To soothe itchy, irritated skin, Vera Brown, a skin-care expert and owner of the West Los Angeles spa Vera’s Retreat in the Glen, suggests applying pure aloe gel. Once it has dried, top it off with your favorite moisturizer. You also might want to try Bath & Body Works’ Sensitive Skin Intensive Healing Cream or The Body Shop’s Nurturing Cream.
Abdominal rashes also are fairly common, particularly in the third trimester. “The most common rash is a hivelike reaction called pruritic urticarial papules and plaques of pregnancy, or PUPP, that usually starts out around the bellybutton and spreads out to cover the abdomen,” says Diane Berson, M.D., assistant clinical professor of dermatology at New York University School of Medicine. “No one knows exactly what causes this rash, but it usually can be managed with topical creams and cool baths, and goes away after pregnancy.”

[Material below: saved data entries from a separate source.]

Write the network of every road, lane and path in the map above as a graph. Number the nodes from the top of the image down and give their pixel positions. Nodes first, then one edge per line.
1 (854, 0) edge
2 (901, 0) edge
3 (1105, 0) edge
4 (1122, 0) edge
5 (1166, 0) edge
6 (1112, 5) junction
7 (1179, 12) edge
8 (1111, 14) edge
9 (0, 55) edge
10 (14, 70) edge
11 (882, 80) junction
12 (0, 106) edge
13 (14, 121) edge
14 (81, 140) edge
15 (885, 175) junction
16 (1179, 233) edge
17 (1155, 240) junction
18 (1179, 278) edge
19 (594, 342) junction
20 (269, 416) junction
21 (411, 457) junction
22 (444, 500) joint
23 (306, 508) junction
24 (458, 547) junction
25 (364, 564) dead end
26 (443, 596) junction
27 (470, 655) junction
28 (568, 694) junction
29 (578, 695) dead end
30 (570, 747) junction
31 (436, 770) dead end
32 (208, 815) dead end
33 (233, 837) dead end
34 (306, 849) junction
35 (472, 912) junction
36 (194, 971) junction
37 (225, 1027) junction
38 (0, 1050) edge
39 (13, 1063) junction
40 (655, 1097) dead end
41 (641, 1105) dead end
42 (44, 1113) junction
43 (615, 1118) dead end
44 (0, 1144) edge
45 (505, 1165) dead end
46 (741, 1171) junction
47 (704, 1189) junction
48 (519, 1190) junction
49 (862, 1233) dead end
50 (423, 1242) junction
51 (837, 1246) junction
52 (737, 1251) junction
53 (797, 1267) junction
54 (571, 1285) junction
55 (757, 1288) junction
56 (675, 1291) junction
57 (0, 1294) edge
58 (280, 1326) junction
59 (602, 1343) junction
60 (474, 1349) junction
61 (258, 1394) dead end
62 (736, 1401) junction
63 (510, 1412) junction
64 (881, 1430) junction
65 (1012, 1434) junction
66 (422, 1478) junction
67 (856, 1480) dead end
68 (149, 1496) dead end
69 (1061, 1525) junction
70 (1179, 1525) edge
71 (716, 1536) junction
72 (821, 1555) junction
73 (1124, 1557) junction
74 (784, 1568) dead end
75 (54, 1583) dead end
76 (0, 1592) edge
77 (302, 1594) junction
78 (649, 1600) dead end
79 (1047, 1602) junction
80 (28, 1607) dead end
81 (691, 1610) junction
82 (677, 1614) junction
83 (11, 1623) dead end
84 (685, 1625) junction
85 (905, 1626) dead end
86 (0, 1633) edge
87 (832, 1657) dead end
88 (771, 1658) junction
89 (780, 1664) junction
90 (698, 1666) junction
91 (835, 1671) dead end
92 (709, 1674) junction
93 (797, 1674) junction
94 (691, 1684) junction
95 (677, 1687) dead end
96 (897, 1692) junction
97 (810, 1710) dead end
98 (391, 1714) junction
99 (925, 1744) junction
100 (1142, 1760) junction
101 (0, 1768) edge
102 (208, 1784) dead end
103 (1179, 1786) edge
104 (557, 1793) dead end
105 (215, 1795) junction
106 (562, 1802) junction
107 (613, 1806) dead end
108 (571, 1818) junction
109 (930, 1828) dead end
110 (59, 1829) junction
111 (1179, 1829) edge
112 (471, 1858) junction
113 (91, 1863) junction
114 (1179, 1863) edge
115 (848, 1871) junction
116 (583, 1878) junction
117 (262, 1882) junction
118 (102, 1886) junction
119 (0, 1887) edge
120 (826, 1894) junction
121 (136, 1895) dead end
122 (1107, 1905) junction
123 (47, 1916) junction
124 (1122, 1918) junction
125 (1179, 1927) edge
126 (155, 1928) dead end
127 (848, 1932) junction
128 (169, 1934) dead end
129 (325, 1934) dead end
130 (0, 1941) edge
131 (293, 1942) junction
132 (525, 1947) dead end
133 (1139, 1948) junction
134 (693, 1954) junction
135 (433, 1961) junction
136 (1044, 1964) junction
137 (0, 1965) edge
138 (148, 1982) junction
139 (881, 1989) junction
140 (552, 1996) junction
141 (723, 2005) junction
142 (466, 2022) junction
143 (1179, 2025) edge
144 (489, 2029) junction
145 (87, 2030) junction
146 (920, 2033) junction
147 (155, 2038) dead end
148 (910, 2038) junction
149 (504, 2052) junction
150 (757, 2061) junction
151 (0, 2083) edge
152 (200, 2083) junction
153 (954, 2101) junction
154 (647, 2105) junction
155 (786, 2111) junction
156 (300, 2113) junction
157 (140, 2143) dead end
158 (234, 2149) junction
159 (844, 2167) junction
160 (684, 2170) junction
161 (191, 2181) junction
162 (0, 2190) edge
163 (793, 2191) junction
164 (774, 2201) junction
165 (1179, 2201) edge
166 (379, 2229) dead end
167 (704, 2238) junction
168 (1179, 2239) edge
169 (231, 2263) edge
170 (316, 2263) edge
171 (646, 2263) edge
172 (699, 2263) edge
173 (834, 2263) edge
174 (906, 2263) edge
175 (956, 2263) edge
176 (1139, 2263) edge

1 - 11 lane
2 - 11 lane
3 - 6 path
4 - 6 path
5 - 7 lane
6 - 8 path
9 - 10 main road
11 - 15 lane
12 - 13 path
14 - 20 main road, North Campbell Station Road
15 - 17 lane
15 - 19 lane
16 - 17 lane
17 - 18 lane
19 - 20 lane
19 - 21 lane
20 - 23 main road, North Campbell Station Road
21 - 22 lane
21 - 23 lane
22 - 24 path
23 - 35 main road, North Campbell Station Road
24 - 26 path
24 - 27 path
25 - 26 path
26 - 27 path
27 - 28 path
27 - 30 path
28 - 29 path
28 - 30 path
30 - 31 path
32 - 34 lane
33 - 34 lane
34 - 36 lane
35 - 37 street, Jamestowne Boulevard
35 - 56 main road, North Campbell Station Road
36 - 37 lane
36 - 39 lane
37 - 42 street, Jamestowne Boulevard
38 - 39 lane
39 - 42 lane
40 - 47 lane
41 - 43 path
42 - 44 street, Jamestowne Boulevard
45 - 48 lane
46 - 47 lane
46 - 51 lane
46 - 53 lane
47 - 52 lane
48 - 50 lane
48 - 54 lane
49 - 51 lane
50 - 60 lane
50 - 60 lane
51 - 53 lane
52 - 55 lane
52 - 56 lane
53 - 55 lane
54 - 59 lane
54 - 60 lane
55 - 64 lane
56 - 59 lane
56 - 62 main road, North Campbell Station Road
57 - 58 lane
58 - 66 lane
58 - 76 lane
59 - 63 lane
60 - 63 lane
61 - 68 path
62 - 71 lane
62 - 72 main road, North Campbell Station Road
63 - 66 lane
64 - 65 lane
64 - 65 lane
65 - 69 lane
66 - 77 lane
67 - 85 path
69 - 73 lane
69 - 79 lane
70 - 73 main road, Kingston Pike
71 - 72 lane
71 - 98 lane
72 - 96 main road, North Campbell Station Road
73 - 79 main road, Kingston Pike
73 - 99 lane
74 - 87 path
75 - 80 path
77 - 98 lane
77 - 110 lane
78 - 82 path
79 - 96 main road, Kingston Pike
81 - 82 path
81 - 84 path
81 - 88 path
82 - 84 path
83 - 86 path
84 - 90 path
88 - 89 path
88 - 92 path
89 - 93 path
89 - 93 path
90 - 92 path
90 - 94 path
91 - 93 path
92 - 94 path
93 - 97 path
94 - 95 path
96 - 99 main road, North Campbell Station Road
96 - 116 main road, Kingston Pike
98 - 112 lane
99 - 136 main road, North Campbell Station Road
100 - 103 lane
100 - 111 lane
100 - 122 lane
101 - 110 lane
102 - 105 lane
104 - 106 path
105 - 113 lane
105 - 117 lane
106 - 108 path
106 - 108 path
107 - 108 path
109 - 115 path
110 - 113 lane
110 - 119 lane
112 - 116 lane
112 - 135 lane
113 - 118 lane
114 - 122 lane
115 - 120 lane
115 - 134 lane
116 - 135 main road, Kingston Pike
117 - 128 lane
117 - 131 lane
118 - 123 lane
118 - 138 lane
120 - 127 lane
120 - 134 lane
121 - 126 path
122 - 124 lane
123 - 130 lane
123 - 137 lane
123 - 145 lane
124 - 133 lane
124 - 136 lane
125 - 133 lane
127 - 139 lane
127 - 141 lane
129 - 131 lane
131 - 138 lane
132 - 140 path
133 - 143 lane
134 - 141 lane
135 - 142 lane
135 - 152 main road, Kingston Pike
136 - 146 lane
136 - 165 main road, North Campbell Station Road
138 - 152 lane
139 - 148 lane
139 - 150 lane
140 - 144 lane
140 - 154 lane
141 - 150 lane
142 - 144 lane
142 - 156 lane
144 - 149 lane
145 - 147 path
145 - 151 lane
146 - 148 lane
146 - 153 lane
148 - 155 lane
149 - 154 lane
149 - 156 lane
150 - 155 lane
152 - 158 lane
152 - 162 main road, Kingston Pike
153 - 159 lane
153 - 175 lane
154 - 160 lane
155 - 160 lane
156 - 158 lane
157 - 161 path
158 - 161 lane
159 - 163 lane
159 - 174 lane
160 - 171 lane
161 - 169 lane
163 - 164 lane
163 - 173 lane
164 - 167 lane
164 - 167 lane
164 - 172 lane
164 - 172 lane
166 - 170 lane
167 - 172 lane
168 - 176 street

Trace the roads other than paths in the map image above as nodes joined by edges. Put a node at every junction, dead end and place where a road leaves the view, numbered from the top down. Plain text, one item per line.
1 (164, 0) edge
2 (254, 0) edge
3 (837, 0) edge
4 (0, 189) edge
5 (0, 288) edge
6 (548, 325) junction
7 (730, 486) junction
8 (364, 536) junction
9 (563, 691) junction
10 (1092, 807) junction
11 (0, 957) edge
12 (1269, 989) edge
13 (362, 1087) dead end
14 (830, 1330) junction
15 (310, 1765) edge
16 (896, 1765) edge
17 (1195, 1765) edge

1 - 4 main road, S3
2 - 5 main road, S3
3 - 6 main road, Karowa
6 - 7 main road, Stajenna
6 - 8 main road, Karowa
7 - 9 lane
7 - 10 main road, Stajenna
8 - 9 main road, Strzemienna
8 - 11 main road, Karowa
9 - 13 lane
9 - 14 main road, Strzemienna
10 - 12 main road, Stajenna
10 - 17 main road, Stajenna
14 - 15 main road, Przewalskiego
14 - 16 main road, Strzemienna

If your skin becomes dry and itchy all over, “Take shorter showers and baths in lukewarm water, using a moisturizing body wash rather than soap [which can strip the skin of its natural oil],” advises Terezakis. “Apply a moisturizer to damp skin to lock in moisture and lessen the itch.”
Look for sensitive-skin moisturizers such as Aveda’s All-Sensitive Body Formula, Mustela 9’s New Response Ultimate Hydration, or Japanese Weekend Trove Maternity Cream; or moisturizing body washes such as Oil of Olay’s Sensitive Skin Moisturizing Body Wash or Eucerin Shower Therapy — all with little or no fragrance.